We have all become used to the constant phone calls. Even when you block the numbers they still manage to get through. 

Both foreign and UK call centres hide behind spurious numbers that they somehow manage to generate that often identifies as a local number on the caller display. Answer it at your peril, give some rude response to the fishing for your details, hang up, and block the number. It doesn’t stop them because a few minutes later they call back hiding behind another cloned set of digits.

Some say we should sympathise with these people who have to do this for a living. My PR man takes a different view, literally blowing the whistle on them down the phone. 

An old friend of his used to tell the caller he was glad they’d phoned because he needed to confess the murder of his wife. That cleared the call faster than his “victim” could scream!

Now the PPI industry has bitten the dust, its perpetrators have hit on a new source of income – black mould in rented properties. 

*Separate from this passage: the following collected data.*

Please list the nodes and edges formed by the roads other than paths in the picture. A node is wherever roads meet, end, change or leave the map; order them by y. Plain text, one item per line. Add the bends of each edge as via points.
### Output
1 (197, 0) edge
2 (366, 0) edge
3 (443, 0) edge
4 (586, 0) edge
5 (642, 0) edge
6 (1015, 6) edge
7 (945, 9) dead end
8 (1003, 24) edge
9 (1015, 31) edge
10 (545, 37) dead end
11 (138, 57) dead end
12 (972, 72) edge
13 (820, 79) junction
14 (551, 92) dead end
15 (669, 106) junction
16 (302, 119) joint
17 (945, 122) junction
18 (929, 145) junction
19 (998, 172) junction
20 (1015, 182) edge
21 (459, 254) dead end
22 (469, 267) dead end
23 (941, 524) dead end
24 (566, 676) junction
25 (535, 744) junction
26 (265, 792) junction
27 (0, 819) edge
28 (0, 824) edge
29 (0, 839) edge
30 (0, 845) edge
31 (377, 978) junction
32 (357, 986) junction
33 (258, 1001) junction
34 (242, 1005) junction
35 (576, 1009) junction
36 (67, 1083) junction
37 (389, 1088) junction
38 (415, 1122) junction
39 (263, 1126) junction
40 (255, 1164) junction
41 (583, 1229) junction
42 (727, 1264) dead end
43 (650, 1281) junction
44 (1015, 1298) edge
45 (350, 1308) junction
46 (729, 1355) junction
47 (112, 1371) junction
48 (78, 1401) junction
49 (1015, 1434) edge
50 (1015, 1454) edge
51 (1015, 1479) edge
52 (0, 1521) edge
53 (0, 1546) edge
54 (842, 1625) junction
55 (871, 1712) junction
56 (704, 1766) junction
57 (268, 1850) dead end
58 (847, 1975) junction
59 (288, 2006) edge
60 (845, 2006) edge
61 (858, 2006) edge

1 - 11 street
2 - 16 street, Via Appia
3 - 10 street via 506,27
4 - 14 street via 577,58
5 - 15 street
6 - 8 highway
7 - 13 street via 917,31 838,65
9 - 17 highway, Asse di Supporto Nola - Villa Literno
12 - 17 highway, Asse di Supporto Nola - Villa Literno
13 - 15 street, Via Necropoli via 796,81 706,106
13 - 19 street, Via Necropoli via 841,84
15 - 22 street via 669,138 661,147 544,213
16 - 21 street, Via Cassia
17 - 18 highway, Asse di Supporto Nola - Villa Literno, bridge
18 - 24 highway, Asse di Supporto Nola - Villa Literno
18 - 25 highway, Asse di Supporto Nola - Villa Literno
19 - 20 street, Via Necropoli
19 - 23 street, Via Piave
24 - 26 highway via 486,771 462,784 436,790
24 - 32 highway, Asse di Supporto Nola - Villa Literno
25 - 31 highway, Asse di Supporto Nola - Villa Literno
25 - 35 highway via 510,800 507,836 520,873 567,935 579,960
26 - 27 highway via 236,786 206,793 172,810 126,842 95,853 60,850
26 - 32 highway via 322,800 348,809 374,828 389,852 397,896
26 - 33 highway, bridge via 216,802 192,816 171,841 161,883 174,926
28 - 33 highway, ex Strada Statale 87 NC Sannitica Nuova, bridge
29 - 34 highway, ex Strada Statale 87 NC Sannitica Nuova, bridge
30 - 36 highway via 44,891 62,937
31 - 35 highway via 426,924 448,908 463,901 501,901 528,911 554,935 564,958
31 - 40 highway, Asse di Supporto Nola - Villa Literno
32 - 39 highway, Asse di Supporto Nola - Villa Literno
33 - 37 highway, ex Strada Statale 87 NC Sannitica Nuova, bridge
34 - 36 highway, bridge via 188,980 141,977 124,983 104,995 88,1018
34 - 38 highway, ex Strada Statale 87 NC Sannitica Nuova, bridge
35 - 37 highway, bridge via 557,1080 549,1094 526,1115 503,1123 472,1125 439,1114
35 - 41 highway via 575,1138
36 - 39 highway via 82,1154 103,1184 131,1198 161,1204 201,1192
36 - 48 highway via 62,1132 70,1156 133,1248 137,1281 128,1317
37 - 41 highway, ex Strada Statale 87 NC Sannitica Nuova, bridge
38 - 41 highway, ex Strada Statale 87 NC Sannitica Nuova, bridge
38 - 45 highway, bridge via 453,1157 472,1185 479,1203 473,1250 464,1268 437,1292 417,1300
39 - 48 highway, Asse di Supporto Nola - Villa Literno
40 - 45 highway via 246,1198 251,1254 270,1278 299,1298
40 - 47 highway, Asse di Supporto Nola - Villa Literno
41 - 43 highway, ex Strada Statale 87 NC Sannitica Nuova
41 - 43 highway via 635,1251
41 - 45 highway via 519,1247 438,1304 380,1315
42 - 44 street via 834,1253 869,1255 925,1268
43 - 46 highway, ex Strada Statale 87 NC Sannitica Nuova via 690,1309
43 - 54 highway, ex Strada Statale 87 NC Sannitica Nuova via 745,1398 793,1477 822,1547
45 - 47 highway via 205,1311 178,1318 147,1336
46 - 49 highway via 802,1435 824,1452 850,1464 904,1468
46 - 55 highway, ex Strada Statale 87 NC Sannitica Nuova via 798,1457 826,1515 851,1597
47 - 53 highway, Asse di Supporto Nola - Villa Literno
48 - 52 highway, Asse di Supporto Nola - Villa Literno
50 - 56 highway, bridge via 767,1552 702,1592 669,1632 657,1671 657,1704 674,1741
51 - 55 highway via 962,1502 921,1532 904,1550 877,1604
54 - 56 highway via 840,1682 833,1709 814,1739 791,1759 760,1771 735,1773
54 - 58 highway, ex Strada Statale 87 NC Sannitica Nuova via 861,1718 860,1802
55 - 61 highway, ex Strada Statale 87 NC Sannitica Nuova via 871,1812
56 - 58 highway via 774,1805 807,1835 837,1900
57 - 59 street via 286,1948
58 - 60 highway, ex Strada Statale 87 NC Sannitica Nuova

How cynical that in a matter of days after the inquest into the death of two-year-old Awaab Ishak found that mould in his rented home contributed to his death PPI-style phone calls are now targeting tenants whose homes display signs of damp. The first I knew of this was when my lettings manager got just such a call on her home phone.

I suppose we shouldn’t be that surprised because that’s what modern technology has helped bring us. For all the good things there seems to be an equal number of bad ones such as phantom number generators and ever more ingenious ways of inveigling their way into our homes for these annoying callers.

So instead of callers asking if you’ve had an accident and want to make a claim, expect a string of “complaints” from tenants egged on by these claims companies. And, from what I’ve read in the past, it seems that once you’ve agreed to go ahead with them it’s impossible for claimant tenants to pull out without being landed with a bill for costs. 

Once locked in, they have to go on even if they realise there’s no hope of winning with honest evidence about their homes.

It’s a distressing and disturbing turn of events that we may well see more of as 2023 progresses.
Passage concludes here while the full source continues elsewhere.